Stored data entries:
::::::::::

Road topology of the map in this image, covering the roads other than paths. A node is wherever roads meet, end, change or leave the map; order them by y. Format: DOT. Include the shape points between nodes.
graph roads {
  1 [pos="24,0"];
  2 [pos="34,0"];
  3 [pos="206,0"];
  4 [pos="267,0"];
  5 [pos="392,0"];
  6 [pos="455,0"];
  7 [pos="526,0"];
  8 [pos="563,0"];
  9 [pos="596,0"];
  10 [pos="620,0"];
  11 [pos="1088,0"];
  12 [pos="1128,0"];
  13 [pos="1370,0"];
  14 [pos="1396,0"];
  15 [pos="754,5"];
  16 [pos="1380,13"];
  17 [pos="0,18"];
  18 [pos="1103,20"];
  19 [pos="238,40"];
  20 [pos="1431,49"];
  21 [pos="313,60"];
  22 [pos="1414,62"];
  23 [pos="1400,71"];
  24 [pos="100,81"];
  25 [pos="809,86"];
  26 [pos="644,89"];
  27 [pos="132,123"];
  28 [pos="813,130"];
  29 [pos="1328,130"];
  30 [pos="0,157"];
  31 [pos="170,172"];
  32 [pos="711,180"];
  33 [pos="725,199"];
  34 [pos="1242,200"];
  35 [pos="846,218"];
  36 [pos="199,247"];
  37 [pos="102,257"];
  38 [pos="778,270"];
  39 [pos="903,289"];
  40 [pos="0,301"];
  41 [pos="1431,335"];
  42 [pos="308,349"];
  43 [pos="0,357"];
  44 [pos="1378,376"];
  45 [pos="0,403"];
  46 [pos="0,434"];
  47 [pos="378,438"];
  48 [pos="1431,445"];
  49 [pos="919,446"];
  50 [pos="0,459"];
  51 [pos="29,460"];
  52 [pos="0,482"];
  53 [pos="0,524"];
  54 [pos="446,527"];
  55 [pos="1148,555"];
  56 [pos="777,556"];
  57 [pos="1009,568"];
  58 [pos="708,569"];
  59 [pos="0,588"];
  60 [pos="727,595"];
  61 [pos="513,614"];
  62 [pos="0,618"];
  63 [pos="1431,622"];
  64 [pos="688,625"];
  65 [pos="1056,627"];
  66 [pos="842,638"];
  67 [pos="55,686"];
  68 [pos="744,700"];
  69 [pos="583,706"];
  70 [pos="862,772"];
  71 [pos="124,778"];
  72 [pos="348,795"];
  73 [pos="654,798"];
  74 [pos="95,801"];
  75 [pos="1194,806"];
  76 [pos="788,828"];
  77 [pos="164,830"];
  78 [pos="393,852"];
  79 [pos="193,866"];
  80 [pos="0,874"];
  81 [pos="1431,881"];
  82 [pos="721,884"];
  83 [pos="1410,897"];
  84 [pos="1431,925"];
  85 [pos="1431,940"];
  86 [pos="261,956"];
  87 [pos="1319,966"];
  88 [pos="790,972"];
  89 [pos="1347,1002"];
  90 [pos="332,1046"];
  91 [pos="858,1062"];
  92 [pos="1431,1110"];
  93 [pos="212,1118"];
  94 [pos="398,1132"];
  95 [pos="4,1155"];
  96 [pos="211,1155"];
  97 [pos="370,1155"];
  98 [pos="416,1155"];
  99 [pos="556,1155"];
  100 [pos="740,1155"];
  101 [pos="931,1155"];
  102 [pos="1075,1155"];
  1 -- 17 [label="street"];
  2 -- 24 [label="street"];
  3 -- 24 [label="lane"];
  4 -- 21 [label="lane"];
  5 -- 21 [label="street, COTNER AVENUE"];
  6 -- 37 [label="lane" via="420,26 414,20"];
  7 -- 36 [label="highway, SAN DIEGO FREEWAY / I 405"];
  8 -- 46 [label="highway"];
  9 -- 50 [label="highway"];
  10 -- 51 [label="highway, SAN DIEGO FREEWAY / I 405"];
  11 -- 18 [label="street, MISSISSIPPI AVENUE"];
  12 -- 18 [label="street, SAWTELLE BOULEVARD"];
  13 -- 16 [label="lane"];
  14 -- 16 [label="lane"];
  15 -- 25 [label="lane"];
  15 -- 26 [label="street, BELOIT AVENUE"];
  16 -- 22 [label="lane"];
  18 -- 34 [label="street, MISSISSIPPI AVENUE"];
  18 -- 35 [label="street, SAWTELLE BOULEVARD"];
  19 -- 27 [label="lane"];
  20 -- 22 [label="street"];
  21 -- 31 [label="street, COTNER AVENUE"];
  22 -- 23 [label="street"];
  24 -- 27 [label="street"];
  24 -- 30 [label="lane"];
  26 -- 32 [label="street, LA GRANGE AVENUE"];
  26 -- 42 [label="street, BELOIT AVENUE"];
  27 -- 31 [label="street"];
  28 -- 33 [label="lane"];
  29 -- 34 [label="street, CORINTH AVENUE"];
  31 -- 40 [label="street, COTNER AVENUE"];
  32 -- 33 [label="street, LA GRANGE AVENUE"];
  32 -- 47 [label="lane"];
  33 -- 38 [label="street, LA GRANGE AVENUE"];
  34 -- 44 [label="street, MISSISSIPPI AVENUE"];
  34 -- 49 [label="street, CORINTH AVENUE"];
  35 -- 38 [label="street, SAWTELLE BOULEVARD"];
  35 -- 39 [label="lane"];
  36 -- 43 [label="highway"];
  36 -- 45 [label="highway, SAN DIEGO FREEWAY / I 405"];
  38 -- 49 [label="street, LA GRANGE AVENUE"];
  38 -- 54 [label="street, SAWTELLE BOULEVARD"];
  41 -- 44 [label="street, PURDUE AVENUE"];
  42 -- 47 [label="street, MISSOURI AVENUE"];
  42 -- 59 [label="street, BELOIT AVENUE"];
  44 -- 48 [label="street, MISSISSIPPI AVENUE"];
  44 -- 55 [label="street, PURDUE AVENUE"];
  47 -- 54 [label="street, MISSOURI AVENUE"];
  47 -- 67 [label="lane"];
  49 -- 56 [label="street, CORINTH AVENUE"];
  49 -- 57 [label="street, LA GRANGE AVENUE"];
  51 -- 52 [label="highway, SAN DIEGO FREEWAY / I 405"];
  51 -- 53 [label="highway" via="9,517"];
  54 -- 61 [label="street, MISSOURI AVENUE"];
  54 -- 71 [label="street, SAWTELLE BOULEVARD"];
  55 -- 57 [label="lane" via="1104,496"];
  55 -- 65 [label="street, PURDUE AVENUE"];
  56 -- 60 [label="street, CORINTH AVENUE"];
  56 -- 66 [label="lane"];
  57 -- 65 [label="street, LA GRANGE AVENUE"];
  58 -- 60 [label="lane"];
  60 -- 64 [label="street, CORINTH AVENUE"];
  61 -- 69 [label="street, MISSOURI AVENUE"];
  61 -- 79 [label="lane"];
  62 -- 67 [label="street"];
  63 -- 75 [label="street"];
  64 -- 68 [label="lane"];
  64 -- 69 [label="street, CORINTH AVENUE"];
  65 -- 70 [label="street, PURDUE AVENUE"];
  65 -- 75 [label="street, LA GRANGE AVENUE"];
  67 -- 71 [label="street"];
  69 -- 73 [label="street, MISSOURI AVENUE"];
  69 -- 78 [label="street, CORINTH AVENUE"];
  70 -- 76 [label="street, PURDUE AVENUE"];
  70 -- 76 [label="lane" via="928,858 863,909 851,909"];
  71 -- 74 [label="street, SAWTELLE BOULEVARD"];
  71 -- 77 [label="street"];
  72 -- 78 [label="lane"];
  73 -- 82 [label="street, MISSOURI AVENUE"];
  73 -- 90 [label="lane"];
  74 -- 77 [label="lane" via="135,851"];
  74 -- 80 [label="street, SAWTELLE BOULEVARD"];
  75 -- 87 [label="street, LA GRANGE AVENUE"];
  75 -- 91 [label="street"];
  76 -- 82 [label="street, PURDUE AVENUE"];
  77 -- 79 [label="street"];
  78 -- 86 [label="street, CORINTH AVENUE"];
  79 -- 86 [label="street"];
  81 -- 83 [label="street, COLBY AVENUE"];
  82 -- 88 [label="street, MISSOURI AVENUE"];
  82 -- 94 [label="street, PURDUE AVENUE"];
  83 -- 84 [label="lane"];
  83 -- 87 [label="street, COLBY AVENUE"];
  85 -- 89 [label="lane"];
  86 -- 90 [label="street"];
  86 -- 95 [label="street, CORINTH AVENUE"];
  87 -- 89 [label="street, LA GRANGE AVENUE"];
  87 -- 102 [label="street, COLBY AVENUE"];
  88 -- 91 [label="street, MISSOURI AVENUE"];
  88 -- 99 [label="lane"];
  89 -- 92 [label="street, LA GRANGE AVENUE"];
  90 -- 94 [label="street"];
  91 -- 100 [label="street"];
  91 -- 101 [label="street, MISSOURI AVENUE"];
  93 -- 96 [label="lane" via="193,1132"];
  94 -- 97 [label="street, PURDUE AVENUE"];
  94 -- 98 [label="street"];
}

::::::::::

TASK REQUIREMENTS: Your job is to return all lines above that hold the word "DIEGO".

SOLVED EXERCISE:
  7 -- 36 [label="highway, SAN DIEGO FREEWAY / I 405"];
  10 -- 51 [label="highway, SAN DIEGO FREEWAY / I 405"];
  36 -- 45 [label="highway, SAN DIEGO FREEWAY / I 405"];
  51 -- 52 [label="highway, SAN DIEGO FREEWAY / I 405"];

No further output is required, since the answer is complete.